Syd agrees. He adds two more pinches and mixes it in. I take another taste. A more uniform salt sensation spreads across my palate.
“Just right,” Syd says.
The pepper that Syd sprinkles into the pan was gleaned from the bottom of the pepper grinders in the dining room. Shrewd restaurateurs don’t waste a thing. I place a smidgen of the dredge on my tongue. There’s just a whisper of heat. I’m surprised that Syd says the seasoning is correct given that it’s much less pronounced than the salt. I voice my concern.
“Girl, that’s because pepper holds up better during cooking than the salt,” he says. “The salt will dissolve.”
It’s time. I remove the chicken from the brine, flicking off any herbs that stick to the skin. I catch the faint aroma of rosemary and bay as I roll a drumstick in the dredge.
“No, stop doin’ that,” Syd says, taking over. He covers the meat with handfuls of flour, flipping and flouring and flipping and flouring the drumstick until it’s completely coated. “Handle the flour, not the bird.”
I can’t recall what kind of oil I used during my past frying foibles, but I know it wasn’t what Syd pulls out of the fridge: a clear plastic tub containing lard that’s slightly off-white and as smooth as buttercream icing. At the bottom of the tub is a glistening brown gelée—drippings from braised pork bellies, a staple on Syd’s dinner menu.
In this kitchen, the contents of that tub are considered gold, all but guaranteeing chicken in the same league as Winnie Lee’s. Settle for nothing less, Syd says. If you don’t have lard, fry up about five pounds of bacon and use the drippings. If all you have is Crisco, don’t fry chicken.
Another nonnegotiable item: Syd’s decades-old cast-iron skillet. Black as a cat, the pan has been wiped clean but never washed, same as Winnie Lee’s. She figured the difference was her skillet, which held all the seasonings of every food she ever cooked in it. No secret. Just the soul of the pan.
Syd ignites a gas burner and adjusts the flame to medium-high. The lard melts into a pool about 1/2 inch deep. When it begins to bubble, the pitch becomes more a gurgle than a sizzle.
“They now have fancy thermometers, but this is the way you fry chicken,” Syd says, noting the sound. “You’ve got to listen.”
The throaty gurgle signals that the lard is hot enough to fry. Using tongs, we quickly nestle the chicken in the skillet, skin side up, careful to handle only the ends of the bones so we don’t mar the coating or inadvertently squeeze out any moisture.
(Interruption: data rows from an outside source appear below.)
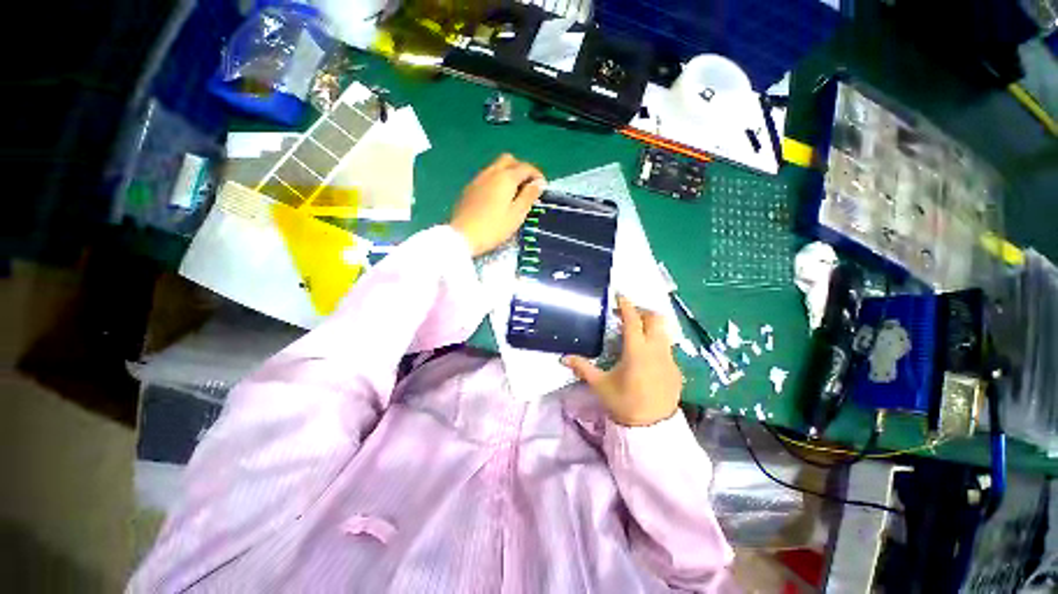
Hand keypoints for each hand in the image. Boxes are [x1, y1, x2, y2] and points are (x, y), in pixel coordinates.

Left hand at [450, 154, 545, 255]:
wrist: (463, 236)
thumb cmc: (494, 227)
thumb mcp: (517, 214)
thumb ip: (529, 196)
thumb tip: (539, 183)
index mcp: (506, 178)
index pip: (525, 167)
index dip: (537, 175)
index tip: (543, 187)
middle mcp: (491, 172)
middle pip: (509, 160)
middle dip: (521, 169)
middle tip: (527, 186)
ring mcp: (478, 179)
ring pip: (496, 167)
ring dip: (508, 174)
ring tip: (514, 193)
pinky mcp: (469, 188)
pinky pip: (486, 177)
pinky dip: (496, 181)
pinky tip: (498, 198)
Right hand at [562, 296, 682, 426]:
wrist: (651, 429)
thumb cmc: (623, 403)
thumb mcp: (600, 384)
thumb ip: (582, 368)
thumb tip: (563, 358)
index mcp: (637, 351)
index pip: (633, 320)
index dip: (626, 305)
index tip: (619, 295)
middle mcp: (657, 350)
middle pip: (655, 319)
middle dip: (642, 311)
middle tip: (627, 315)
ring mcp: (670, 359)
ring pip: (665, 332)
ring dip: (651, 326)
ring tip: (637, 332)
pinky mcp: (677, 369)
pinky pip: (668, 347)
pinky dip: (657, 342)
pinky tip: (646, 355)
The gurgling continues. Soon the meat is rimmed with a frenzy of fine bubbles, which Syd attributes to moisture from the bird. Only when these tiny globules create a goldenrod outline around each piece is it time to turn the chicken.
We take turns carefully turning the fried chicken with tongs. Grease spits and snipes at us, but Syd nixes my plea to use a spatter screen, saying it would trap moisture in the pan and turn the chicken soggy. When the pieces turn a shimmering golden brown, we tong them from the pan and set them on paper towels to rest for a spell. It’s by sight, not sound, that you know when fried chicken is done.
A few long minutes later we sit in the empty bar, white linen napkins in hand, the gorgeous platter of browned chicken before us.
I bite into a thigh, piercing the perfectly-crisped skin. It’s juicy but not greasy. I detect a hint of herb from the brine. Syd selects a breast—the one with the backbone attached—and proclaims it just like Winnie Lee’s. After we finish, he packs up the remaining thigh and breast for me and offers one last morsel of wisdom.
“You can do this, girl,” he says. “The more you fail, the better you get. That’s the fun of cooking.”
I ask if he ever failed at channeling his grandmother’s cooking. He raises an eyebrow. “Everything I’ve tried, I got it right the first time right on the spot,” he says, without hesitation. “I think it might be a gene.”